Chapitre 20 – Machiavélique Supplantation
Mardi 3 janvier 2006, Khalarie
Au sommet de la tour de Karistal, celle où se trouve le Sanctuaire Monarchal, se dressait côté printemps un bassin d’eau violine possédant la vertu de transposer l’esprit du baigneur vers le Sultanat céleste. Kelly Darck, un sourire énigmatique aux lèvres y expirait son dernier souffle.
Enlil et Darrius comme à leur habitude profitaient de la fraîcheur nocturne, pour s’entraîner. Cela faisait deux bonnes heures qu’il se foutait sur la gueule, lorsque le désert rougeoya. Affolé, Enlil fusa dans son vortex, quant à Darrius, obéissant aux ordres de l’héritier, il se rendit immédiatement auprès des petits princes.

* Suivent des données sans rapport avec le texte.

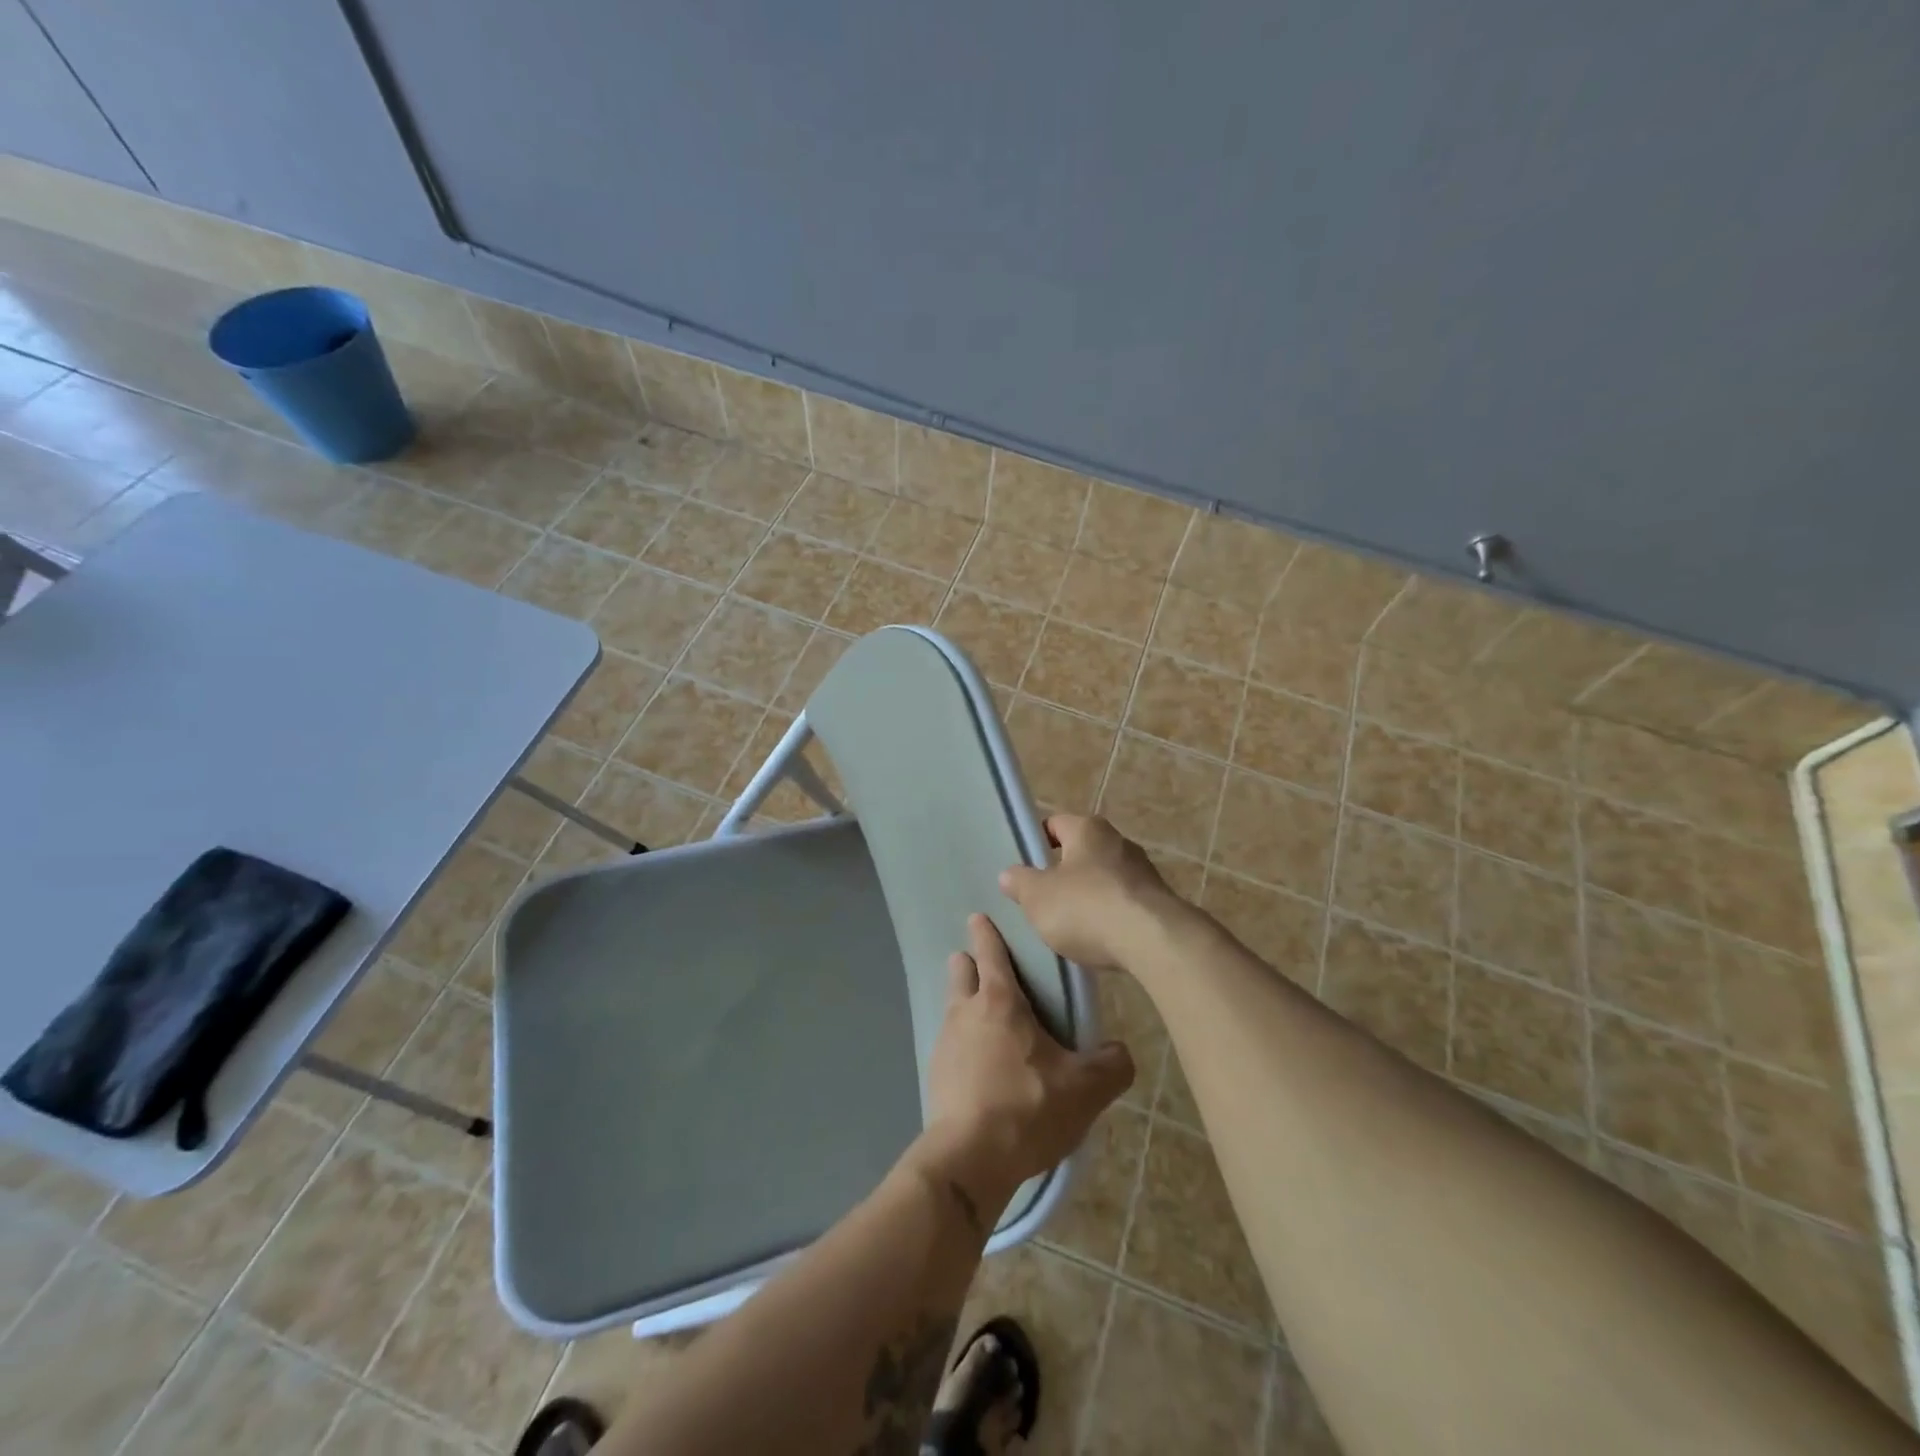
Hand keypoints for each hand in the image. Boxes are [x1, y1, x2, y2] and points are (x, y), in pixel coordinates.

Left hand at [914, 914, 1134, 1222]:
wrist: (969, 1158)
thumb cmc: (1029, 1108)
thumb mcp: (1085, 1089)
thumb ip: (1111, 1065)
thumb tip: (1119, 1051)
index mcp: (1000, 1002)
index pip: (991, 952)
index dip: (986, 933)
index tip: (979, 916)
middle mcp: (967, 1012)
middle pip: (962, 971)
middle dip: (969, 962)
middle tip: (982, 964)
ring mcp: (945, 1042)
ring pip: (953, 1006)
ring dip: (964, 1001)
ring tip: (984, 1015)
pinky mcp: (936, 1074)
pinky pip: (949, 1043)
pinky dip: (962, 1042)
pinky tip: (978, 1063)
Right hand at [998, 814, 1186, 970]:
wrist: (1153, 941)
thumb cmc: (1086, 907)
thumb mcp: (1037, 897)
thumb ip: (1020, 883)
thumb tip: (1009, 874)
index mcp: (1087, 829)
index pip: (1055, 823)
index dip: (1036, 841)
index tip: (1024, 865)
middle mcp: (1118, 841)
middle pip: (1081, 851)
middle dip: (1063, 872)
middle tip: (1042, 897)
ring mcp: (1143, 871)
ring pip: (1104, 878)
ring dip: (1088, 896)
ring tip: (1069, 924)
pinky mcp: (1158, 901)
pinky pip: (1123, 902)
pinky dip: (1109, 916)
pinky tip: (1098, 939)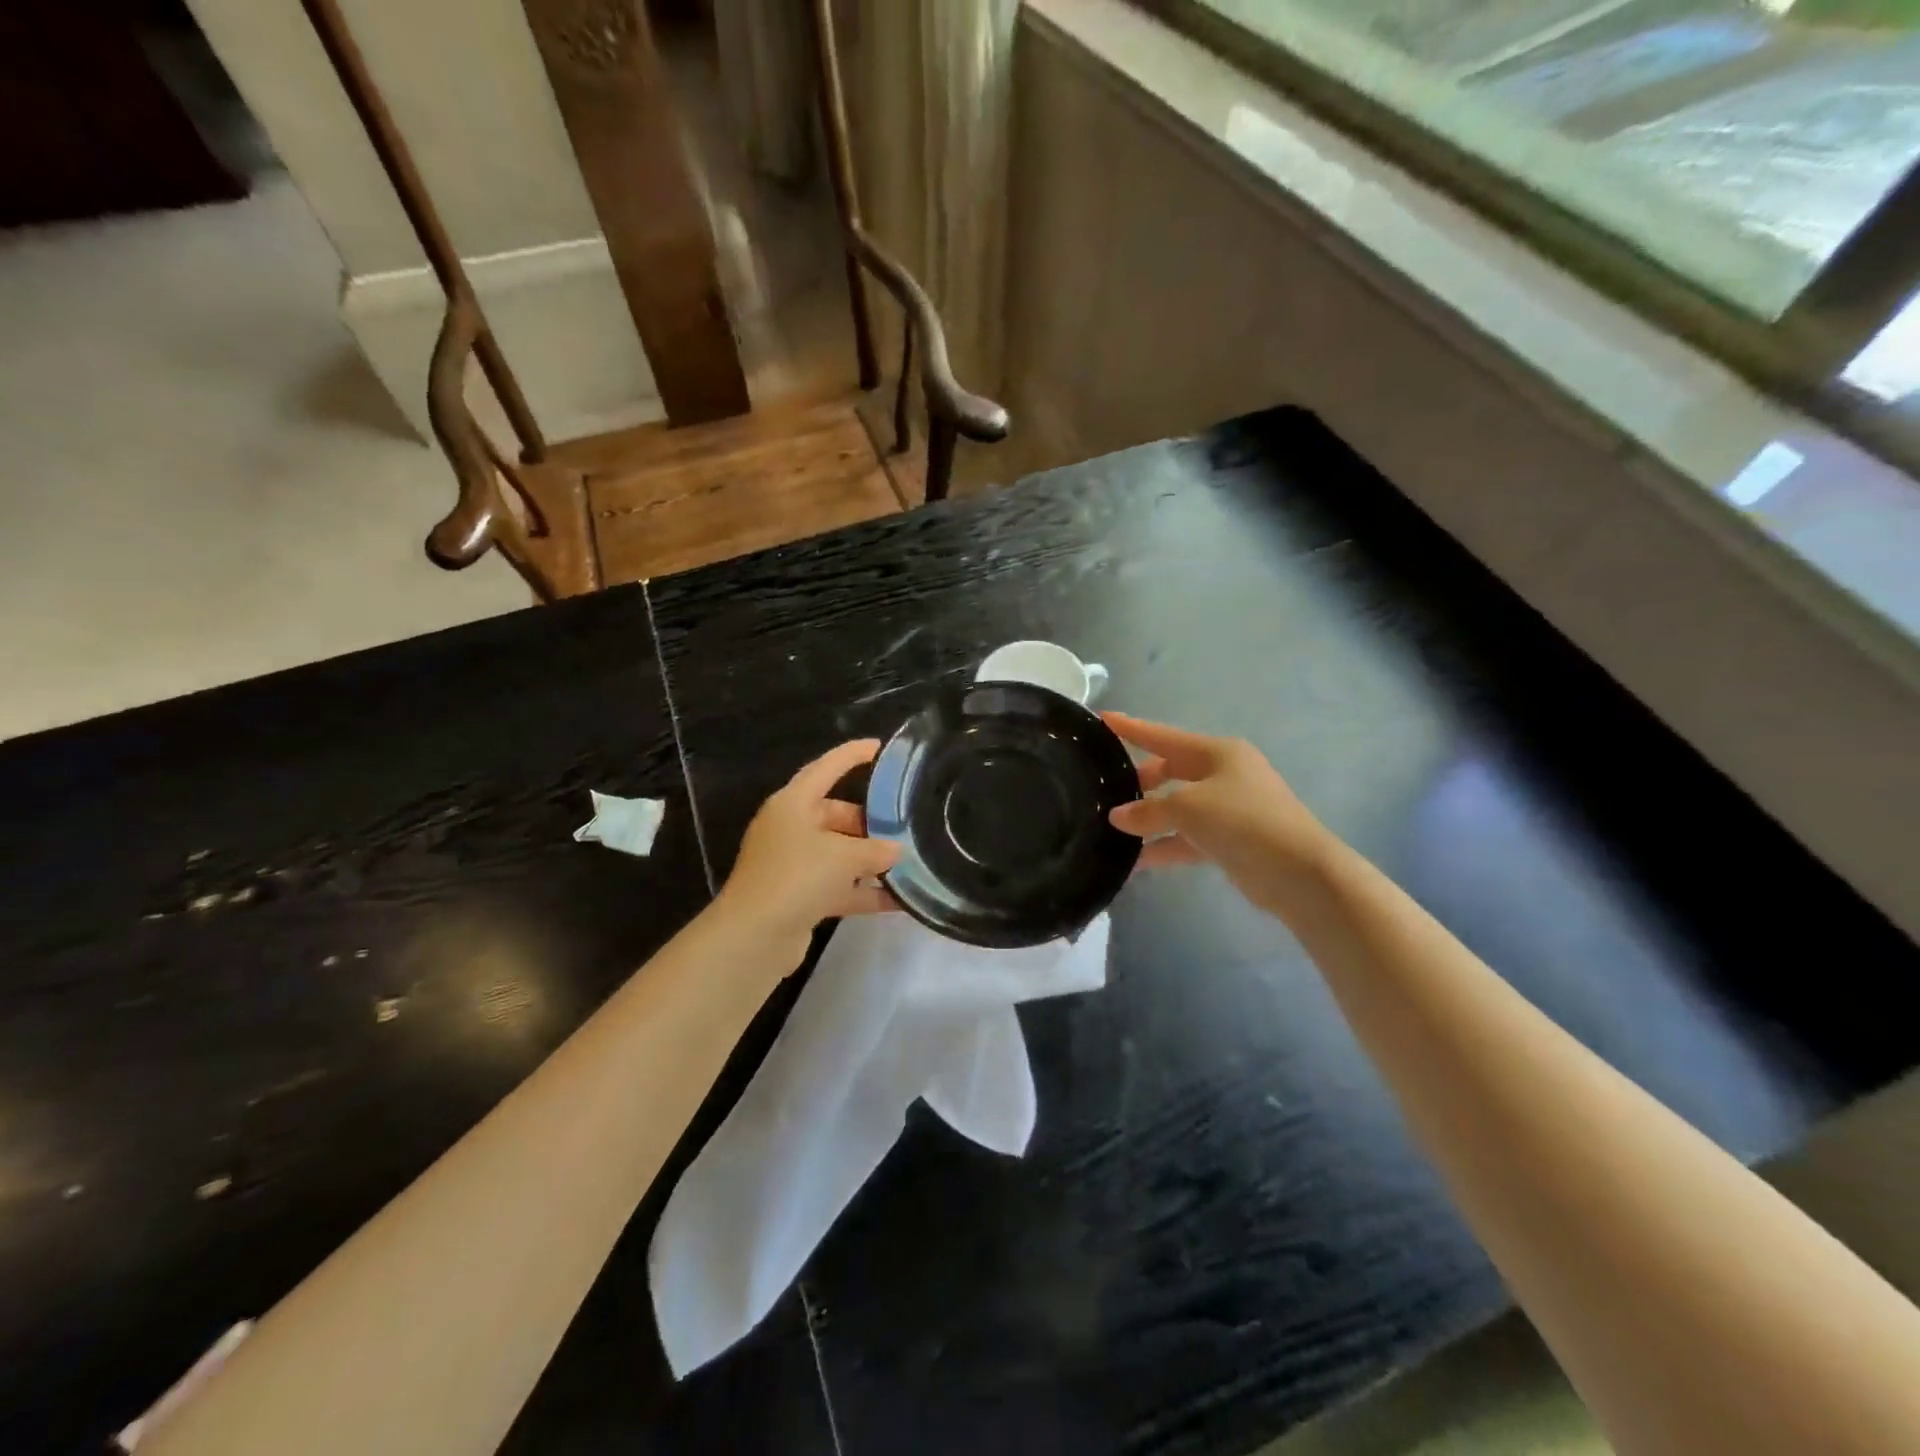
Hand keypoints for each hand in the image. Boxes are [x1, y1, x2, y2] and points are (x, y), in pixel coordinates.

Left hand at [715, 740, 900, 950]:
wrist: (754, 937)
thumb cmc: (797, 877)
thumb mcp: (844, 856)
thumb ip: (876, 850)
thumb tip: (896, 851)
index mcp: (792, 804)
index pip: (826, 768)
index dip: (852, 755)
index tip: (879, 747)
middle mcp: (789, 828)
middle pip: (835, 814)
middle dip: (869, 822)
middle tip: (903, 825)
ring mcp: (792, 864)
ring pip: (837, 852)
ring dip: (868, 860)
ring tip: (907, 862)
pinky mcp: (797, 896)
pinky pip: (837, 886)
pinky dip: (862, 891)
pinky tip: (897, 901)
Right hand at [1105, 714, 1331, 913]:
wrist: (1299, 872)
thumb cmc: (1242, 821)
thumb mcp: (1187, 808)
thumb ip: (1148, 811)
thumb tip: (1118, 817)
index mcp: (1218, 753)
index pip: (1163, 736)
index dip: (1132, 728)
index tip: (1102, 719)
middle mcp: (1224, 774)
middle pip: (1171, 771)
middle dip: (1140, 782)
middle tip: (1108, 791)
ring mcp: (1229, 808)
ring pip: (1177, 808)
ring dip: (1149, 820)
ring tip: (1113, 831)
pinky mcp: (1231, 840)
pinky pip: (1188, 837)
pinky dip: (1165, 846)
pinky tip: (1135, 861)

Enlil figé de son masque de noblesse, sorti du maelström d’or ! Son regard se posa sur l’hiver, saison préférée de sa mère. Durant cette période, elle déléguait ses fonctions à Anatole et trouvait refuge au cœur de la villa Siriki avec ses garçons. Dans l’anonymat le plus complet, il voyageait en terre humaine.
Différant le printemps, il se focalisa sur l’automne, puis l’été et fatalement, non loin du portail divin, planant légèrement parmi les roses noires, Kelly Darck, un sourire énigmatique aux lèvres, gisait. Imprégnant sa robe blanche, la tache de sang donnait à la dague sombre incrustée dans sa poitrine, une dimension artistique transformant la cruauté de l’acte, en une délicate attention.
Ce morbide tableau le brisa ! Lentement, les yeux embués de larmes, pas à pas, il la rejoignit. Enlil pointa Kelly de l’index, ce qui stoppa le charme de suspension. Délicatement, la dépouille de Kelly Darck trouva refuge dans les bras de son garçon. Armé de tout son courage, il déserta le Sanctuaire Monarchal, pour le reflet de l’univers. Quatre prêtresses le guettaient. Connaissant la colère légendaire de leur prince, elles ne le brusquèrent pas et attendirent en silence pendant des heures avant qu’il ne se résolve à abandonner sa mère, sur l’autel mortuaire qui se teinta d’or.
Blafard, Enlil quitta la salle. À sa sortie, les battants se fermèrent, et Kelly Darck dans l’intimité reçut les ablutions rituelles. C’est tant bien que mal qu’il contint sa rage, et rejoignit ses petits frères, pour qui il devait être solide.
Lorsque Darrius arriva dans les appartements de Kieran, seize ans, et Warren, neuf ans, au grand soulagement du vampire, tous deux dormaient paisiblement. Il s’installa sur le canapé et se laissa aller au chagrin. Bien malgré lui, le serviteur s’assoupit : un vent mystique balaya la pièce ; s’ensuivit une nuée bleutée qui, durant un court instant, enveloppa l’immortel, puis se dissipa. Au travers de ses songes, il sentit la détresse approchante d’Enlil, il s’éveilla avec une étrange impression. Enfin, Enlil franchit les portes. D’un naturel fort et impassible, il s’effondra dans les bras de son mentor.
Au réveil des petits princes, il dut leur annoncer la terrible nouvelle, face à leurs désarrois son cœur se brisa.
« Retrouve ce fils de pute d’assassin vivant », ordonna-t-il à Darrius.
**
La tradition exigeait un deuil de sept jours, durant lequel le conseil royal, sous la supervision du successeur, se chargeait d’établir la Communion d’Allégeance.
Darrius Coltone avait enquêté sans relâche afin de déceler le meurtrier. Dévoiler son identité à l’Héritier s’avérait compliqué. Darrius ne doutait aucunement qu’il aurait exécuté la coupable ; sans même chercher à comprendre de quelle manière l’exploit d’anéantir la plus puissante Reine ayant vécu depuis Andromède fut accompli ! Prenant son courage à deux mains, il entama l’interminable excursion au travers des corridors du Palais, grouillant d’honorables membres de la cour avide de pouvoir. D’un pas élégant et confiant, il traversa ce petit monde éparpillé aux quatre coins des allées, tapissées d’or et d’œuvres d’art.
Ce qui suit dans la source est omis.